ARGUED: Guilford D. Ware, CRENSHAW, WARE & MARTIN, Norfolk, VA, for Appellants. John Early Holloway, HUNTON & WILLIAMS, Norfolk, VA, for Appellee.

ON BRIEF: Martha M. Poindexter, CRENSHAW, WARE & MARTIN, Norfolk, VA, for Appellants.

Before ERVIN, Chief Judge, WILKINSON, Circuit Judge, and PHILLIPS, Senior Circuit Judge.


ERVIN, Chief Judge:

Charleston Marine Leasing Company and Marinex Construction Company (hereinafter collectively referred to as "Marinex") appeal from the district court's grant of plaintiff's motion for summary judgment. In granting the motion by Commercial Union Insurance Company ("Commercial Union"), the district court found that Marinex's pipes and pontoons were not covered under the Protection and Indemnity ("P & I") Policy issued by Commercial Union and that Commercial Union was not obligated to defend or indemnify Marinex in a pending limitation proceeding. Commercial Union Ins. Co. v. Charleston Marine Leasing Co., 843 F. Supp. 124 (E.D. Va. 1994). The district court also denied Marinex's Rule 59(e) motion for reconsideration in which Marinex attempted to raise an alternative theory of the case. For the reasons stated below, we affirm the judgment of the district court in its entirety.

On September 29, 1991, Commercial Union issued two policies to Marinex--a P & I Policy and a Hull Policy. The P & I Policy provided protection and indemnity against liabilities arising out of Marinex's ownership of certain property listed on an attached schedule. The attached schedule contained a list of vessels, including the dredge Arlington (the "dredge"), various barges, and workboats. Commercial Union, 843 F. Supp. at 129. The schedule listed each vessel separately and stated the amount for which each vessel was insured, the deductible, and the premium. The Hull Policy provided coverage to protect against damage to Marinex's equipment listed on an attached schedule. Id. at 130. Each item in the Hull schedule also listed the amount insured, the deductible, and the corresponding premium. The Hull schedule contained the same list of vessels as the P & I schedule, including the dredge, various barges, and workboats. Additionally, the Hull schedule included two items not found in the P & I schedule: (1) "cargo consisting of but not limited to pumps parts, cables, fuel oil, anchors" and (2) "100 ft. of pipe at US$15ft set of Ball Joints, $3000. Floating Tanks, drag lines." The Hull schedule, then, specifically and separately listed pipes and pontoons (floating tanks), whereas the P & I schedule did not list pipes and pontoons at all.
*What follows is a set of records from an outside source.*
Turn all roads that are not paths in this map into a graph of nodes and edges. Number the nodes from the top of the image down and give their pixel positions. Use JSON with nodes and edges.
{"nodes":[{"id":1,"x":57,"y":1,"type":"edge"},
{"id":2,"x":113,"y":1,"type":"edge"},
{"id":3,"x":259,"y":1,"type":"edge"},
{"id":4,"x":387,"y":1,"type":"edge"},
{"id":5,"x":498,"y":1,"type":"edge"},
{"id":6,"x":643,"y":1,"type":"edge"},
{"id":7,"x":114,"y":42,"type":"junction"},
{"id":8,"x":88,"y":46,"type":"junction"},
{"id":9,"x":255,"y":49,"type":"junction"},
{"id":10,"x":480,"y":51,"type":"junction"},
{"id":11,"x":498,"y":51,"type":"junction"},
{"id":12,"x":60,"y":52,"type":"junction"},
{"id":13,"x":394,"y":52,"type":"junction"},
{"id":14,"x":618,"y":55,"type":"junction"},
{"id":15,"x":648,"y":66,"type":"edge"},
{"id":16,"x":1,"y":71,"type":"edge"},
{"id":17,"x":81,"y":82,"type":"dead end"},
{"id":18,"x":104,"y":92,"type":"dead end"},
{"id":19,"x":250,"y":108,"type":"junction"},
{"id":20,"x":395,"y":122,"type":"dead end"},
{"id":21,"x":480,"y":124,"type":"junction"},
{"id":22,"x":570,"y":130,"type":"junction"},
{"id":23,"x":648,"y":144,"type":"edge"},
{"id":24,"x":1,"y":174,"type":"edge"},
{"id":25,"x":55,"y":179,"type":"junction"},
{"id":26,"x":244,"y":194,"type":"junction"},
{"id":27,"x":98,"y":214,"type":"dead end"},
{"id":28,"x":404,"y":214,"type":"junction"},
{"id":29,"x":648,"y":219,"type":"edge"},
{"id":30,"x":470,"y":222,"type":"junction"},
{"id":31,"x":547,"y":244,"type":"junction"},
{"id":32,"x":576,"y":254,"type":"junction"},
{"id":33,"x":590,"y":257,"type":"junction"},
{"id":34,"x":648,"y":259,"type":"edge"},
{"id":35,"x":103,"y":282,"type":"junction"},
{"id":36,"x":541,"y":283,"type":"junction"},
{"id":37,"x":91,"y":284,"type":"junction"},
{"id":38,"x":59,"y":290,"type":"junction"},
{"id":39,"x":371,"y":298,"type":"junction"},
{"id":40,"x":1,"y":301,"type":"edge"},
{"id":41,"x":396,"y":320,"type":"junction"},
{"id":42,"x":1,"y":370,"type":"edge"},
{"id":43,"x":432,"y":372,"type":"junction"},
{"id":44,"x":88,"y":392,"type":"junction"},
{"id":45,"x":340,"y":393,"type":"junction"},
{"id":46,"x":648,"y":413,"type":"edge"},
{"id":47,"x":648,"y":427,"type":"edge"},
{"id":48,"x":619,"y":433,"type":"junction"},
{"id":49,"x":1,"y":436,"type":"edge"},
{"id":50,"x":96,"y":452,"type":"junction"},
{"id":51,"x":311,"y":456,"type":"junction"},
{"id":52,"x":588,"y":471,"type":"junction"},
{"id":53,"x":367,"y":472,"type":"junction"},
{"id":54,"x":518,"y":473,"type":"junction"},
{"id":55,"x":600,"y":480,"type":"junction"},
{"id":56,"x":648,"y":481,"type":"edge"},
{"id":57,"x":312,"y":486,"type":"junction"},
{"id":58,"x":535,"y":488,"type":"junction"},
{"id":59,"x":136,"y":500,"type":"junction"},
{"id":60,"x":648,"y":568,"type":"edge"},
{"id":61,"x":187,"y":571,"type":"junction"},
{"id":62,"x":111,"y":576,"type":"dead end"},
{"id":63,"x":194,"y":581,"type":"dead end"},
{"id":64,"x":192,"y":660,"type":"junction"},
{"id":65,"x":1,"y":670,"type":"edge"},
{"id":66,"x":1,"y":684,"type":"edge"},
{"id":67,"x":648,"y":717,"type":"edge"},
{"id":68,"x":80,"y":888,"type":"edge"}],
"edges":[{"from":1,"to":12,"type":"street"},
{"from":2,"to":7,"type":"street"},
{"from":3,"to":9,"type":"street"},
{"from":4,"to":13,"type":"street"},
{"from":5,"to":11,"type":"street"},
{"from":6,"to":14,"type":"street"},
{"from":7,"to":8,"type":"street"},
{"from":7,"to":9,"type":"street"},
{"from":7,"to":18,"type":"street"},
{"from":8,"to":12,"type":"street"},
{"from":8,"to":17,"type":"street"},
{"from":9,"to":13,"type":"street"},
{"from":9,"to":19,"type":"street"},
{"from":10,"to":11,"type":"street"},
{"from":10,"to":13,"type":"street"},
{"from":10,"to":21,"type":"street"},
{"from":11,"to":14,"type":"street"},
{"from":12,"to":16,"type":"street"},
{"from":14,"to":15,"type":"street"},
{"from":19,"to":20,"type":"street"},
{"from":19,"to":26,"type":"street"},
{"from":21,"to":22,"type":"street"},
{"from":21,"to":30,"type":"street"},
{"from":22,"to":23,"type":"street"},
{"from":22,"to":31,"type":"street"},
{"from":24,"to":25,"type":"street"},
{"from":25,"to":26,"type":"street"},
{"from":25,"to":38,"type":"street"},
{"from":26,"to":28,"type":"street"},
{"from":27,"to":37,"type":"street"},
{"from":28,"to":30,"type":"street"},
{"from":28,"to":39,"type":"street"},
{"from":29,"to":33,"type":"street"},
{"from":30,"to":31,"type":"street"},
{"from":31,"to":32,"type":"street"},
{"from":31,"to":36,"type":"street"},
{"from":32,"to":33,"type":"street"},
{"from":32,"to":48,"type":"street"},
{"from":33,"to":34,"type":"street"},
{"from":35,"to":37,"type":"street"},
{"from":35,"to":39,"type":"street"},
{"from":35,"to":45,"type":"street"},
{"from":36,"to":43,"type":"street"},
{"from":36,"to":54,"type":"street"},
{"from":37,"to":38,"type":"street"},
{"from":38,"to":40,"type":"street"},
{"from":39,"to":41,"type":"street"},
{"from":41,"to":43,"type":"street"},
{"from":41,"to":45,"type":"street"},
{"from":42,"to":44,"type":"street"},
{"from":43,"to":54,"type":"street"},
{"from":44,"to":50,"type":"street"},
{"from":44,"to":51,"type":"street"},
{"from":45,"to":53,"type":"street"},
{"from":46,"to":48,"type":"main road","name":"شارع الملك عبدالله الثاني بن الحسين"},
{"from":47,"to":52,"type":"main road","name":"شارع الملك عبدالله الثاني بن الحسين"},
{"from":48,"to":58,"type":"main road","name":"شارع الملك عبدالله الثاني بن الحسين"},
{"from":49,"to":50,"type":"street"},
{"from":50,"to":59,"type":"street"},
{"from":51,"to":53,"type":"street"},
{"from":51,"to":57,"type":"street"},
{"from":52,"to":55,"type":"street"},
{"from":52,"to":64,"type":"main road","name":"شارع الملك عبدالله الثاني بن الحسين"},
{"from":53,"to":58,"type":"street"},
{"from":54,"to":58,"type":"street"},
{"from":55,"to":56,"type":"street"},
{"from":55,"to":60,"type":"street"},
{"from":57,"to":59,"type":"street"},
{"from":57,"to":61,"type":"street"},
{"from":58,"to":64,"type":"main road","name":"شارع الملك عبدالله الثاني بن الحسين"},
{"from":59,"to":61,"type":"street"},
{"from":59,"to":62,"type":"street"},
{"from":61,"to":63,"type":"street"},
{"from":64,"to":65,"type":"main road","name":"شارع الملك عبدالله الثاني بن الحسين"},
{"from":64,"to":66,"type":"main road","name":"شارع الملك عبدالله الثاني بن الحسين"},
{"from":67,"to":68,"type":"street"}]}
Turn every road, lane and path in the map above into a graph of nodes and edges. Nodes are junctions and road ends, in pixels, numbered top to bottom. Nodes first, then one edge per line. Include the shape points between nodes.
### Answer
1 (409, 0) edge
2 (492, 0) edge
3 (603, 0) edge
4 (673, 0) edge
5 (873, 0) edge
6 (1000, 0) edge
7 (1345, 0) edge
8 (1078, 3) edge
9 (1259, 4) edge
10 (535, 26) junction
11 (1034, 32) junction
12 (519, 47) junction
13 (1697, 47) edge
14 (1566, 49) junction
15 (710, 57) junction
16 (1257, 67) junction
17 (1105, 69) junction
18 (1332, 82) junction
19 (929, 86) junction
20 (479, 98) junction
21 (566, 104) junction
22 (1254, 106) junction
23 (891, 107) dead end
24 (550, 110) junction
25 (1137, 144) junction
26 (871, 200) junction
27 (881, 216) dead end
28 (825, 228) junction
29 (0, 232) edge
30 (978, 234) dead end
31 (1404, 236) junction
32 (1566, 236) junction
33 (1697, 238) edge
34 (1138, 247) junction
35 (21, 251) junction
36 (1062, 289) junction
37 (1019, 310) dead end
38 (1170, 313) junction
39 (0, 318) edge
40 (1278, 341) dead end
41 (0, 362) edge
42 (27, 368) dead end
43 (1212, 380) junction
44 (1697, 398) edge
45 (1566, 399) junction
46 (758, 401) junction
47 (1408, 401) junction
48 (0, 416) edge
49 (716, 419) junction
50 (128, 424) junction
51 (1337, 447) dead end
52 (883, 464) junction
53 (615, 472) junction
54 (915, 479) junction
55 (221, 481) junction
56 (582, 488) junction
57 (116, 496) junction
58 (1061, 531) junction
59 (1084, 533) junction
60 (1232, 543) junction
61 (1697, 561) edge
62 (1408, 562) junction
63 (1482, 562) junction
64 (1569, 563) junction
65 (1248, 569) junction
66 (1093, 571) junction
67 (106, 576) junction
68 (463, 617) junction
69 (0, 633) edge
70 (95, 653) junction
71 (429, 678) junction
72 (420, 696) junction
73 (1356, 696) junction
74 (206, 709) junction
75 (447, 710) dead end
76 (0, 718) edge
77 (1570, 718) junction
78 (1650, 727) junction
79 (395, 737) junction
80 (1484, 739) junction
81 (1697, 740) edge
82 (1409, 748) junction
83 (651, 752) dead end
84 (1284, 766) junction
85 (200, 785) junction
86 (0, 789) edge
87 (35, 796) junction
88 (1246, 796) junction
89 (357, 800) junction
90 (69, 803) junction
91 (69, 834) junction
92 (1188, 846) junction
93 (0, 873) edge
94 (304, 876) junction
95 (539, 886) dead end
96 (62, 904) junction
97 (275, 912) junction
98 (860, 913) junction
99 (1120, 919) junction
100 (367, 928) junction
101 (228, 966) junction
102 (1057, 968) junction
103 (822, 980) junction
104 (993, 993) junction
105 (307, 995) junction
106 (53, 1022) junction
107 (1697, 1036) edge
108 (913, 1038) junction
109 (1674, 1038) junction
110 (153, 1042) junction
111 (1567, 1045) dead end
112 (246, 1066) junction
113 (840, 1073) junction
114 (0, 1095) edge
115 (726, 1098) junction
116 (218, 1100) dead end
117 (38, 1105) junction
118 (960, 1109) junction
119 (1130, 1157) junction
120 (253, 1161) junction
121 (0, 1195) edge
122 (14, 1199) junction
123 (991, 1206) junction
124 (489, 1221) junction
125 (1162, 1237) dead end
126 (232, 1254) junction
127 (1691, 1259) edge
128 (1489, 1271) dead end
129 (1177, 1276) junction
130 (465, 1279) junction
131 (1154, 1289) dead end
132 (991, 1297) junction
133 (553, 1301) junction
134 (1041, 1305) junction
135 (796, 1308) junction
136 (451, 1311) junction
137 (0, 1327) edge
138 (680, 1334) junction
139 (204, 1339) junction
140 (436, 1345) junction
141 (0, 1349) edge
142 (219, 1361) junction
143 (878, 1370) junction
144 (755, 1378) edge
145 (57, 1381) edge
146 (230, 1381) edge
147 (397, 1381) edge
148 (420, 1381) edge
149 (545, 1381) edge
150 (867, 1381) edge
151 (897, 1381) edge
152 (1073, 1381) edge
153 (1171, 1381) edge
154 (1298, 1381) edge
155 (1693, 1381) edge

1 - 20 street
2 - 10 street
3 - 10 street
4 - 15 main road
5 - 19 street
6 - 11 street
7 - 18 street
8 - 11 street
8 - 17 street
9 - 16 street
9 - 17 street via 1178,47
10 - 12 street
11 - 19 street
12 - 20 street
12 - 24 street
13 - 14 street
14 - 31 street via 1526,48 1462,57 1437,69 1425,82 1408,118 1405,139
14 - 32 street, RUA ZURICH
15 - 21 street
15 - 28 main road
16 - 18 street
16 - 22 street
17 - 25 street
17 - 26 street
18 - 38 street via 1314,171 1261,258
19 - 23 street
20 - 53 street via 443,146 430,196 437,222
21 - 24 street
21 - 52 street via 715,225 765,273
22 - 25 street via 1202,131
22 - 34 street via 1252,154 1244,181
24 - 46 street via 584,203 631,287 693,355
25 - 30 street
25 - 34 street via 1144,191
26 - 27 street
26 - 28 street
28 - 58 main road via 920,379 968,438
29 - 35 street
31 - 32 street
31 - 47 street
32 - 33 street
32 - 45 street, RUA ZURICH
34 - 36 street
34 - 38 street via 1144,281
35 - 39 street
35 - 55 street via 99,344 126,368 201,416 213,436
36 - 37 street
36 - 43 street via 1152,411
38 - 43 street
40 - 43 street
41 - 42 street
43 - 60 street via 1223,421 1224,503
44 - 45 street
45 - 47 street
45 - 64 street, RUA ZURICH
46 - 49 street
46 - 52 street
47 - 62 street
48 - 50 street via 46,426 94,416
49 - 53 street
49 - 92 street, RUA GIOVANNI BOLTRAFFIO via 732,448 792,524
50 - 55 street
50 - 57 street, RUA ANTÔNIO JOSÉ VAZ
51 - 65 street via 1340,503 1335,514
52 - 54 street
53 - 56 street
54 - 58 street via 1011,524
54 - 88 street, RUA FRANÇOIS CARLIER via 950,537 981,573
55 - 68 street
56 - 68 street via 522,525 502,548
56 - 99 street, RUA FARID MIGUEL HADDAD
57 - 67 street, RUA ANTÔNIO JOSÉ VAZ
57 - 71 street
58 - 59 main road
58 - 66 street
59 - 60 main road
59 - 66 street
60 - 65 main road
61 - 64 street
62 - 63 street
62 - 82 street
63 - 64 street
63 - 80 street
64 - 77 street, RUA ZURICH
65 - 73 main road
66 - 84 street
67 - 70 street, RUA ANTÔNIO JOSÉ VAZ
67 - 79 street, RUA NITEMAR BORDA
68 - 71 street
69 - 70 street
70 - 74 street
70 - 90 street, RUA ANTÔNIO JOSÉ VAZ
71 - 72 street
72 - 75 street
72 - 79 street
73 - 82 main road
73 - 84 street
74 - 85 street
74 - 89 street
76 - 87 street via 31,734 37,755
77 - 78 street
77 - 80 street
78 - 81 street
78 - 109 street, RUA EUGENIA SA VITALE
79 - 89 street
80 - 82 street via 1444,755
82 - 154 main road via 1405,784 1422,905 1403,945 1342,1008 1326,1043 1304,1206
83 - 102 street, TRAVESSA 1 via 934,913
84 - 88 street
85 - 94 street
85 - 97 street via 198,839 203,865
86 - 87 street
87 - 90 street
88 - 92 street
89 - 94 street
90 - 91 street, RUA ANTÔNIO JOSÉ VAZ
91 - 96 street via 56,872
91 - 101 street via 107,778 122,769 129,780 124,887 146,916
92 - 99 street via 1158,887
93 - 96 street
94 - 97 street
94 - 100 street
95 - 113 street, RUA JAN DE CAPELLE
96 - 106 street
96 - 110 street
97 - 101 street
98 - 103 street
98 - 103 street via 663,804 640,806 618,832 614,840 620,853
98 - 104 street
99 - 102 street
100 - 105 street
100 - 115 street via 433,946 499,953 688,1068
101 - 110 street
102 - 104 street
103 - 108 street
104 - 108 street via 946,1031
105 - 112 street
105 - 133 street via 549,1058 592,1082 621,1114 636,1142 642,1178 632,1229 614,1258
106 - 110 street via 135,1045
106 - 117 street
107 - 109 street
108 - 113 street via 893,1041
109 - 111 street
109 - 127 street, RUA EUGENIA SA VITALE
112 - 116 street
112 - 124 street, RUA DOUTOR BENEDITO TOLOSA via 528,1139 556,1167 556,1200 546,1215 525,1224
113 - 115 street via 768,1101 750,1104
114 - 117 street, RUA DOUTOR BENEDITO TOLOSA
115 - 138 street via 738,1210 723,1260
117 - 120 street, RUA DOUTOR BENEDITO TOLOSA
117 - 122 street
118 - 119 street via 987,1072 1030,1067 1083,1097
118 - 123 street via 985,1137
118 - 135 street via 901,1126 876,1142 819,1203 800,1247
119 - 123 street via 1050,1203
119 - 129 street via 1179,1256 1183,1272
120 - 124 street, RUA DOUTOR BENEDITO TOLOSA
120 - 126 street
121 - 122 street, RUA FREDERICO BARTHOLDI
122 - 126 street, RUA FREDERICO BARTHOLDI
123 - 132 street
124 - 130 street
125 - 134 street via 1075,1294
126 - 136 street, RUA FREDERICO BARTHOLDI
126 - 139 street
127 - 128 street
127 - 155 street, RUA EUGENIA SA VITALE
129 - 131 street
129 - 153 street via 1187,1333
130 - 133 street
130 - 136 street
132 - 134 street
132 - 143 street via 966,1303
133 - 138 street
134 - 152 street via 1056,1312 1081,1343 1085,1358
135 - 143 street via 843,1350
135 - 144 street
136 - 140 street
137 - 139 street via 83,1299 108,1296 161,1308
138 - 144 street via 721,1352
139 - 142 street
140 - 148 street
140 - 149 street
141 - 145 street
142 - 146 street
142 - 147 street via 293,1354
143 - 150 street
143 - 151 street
The P & I and Hull schedules were created from a single "Schedule of Equipment" listing vessels, cargo, pipes and pontoons, the Hull value for each item, and the deductible for each item that was prepared by F. Hammond Johnson, Marinex's president. Johnson provided this schedule to Marinex's insurance broker, Jimmie Scruggs, requesting P & I and Hull coverage. Scruggs, in turn, provided the schedule to the insurance underwriter for Commercial Union, Wanda Groover. According to Groover, Scruggs informed her that the pontoons, pipes, cargo, ball joints, and draglines were to be covered as contractor's equipment stored on land. Groover made a notation to this effect on the schedule. These items, then, were only given a Hull quote. All other items on the schedule were given both a P & I premium quote and a Hull premium quote. On September 17, 1991, Scruggs, on behalf of Marinex, told Groover to exclude coverage for several vessels on the schedule. A final policy was sent to Scruggs on September 29, 1991, with accompanying schedules for P & I coverage and Hull coverage. This policy was renewed on September 29, 1992, using the same schedules as the prior year, with three minor changes: the port risk endorsement was removed, the navigational warranty was modified, and the premiums were increased. The schedules of covered vessels remained the same for both types of coverage.
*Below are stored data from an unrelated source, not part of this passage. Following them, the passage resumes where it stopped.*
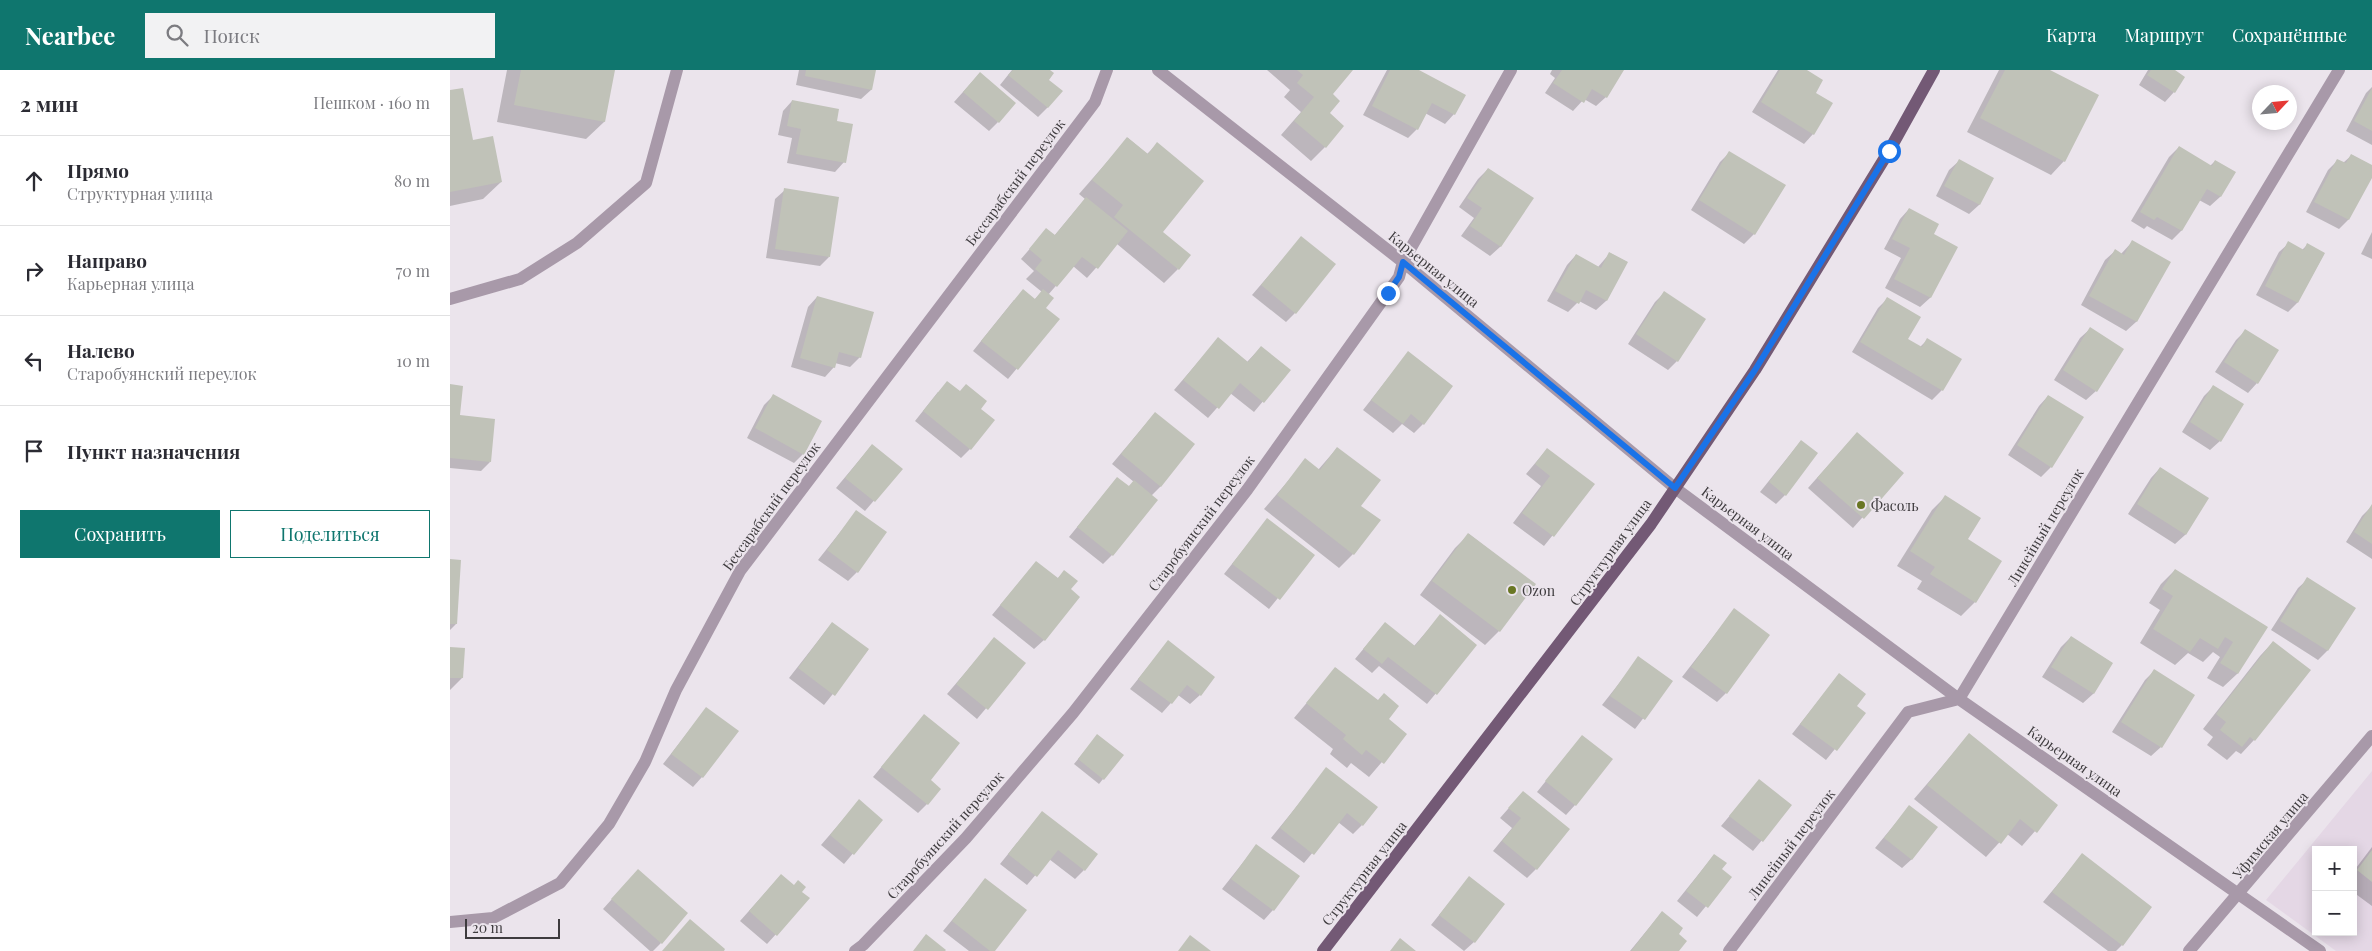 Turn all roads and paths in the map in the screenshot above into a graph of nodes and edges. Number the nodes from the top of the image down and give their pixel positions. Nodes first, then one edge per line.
1 (677, 70) edge
2 (1107, 70) edge
3 (1158, 70) edge
4 (1512, 70) edge
5 (1934, 70) edge
6 (2339, 70) edge
7 (1403, 262) junction
8 (450, 299) edge
9 (1675, 488) junction
10 (1959, 698) junction
11 (2372, 736) edge
12 (2240, 894) junction
13 (450, 922) edge
14 (855, 951) edge
15 (1323, 951) edge
16 (1729, 951) edge
17 (2189, 951) edge
18 (2320, 951) edge

1 - 8 street
2 - 13 street, Бессарабский переулок
3 - 7 street, Карьерная улица
4 - 7 street, Старобуянский переулок
5 - 9 main road, Структурная улица
6 - 10 street, Линейный переулок
7 - 9 street, Карьерная улица
7 - 14 street, Старобуянский переулок
9 - 10 street, Карьерная улица
9 - 15 main road, Структурная улица
10 - 12 street, Карьерная улица
10 - 16 street, Линейный переулок
11 - 12 street, Уфимская улица
12 - 17 street, Уфимская улица
12 - 18 street, Карьерная улица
On November 19, 1992, having concluded its dredging operations, Marinex used the tug, Lady Janice, to move a flotilla of its equipment from Fisherman's Island to the Port of Hampton Roads. The flotilla was similar to a railroad train with its many cars. The tug Lady Janice was followed by the dredge. The dredge was followed by several other barges, including one barge with a thirty-ton crane, followed by sixteen 500 foot sections of steel submerged pipe, four sections of pontoon pipe between 500 and 600 feet, other pipes, and concluding with an anchor barge. While being towed, the pipes and pontoons were not connected to the dredge--the dredge was at the front of the flotilla and the pipes and pontoons were at the rear. The barge carrying the thirty-ton crane capsized, causing the flotilla to break up, and setting the work float, dredge pipe, and pontoons adrift. The next day, the Carolina Dream fishing vessel struck an object identified as either a floating pipe or a pontoon owned by Marinex. The Carolina Dream sank as a result of this collision. On November 16, 1993, Commercial Union filed a motion for summary judgment, arguing that it was not obligated to defend Marinex in a pending limitation proceeding between Marinex and various parties affected by the collision, including the tug Lady Janice and the Carolina Dream fishing vessel. Commercial Union defended Marinex in the limitation proceeding under a reservation of rights. The parties in the limitation proceeding eventually settled. In the present litigation, the district court granted Commercial Union's motion for summary judgment, finding that Commercial Union was not obligated to indemnify or defend Marinex for any liabilities arising as a result of the collision. Commercial Union, 843 F. Supp. 124.

We review the grant of summary judgment de novo on appeal. Jackson v. Kimel, 992 F.2d 1318, 1322 (4th Cir. 1993). Summary judgment is appropriate when there is no genuine issue of material fact and the moving party is entitled to judgment as a matter of law. Fed. R. Civ. P. 56(c). In reviewing the grant of summary judgment, we are not constrained by the grounds upon which the district court relied, and we can affirm on any legal ground supported by the record. Jackson, 992 F.2d at 1322.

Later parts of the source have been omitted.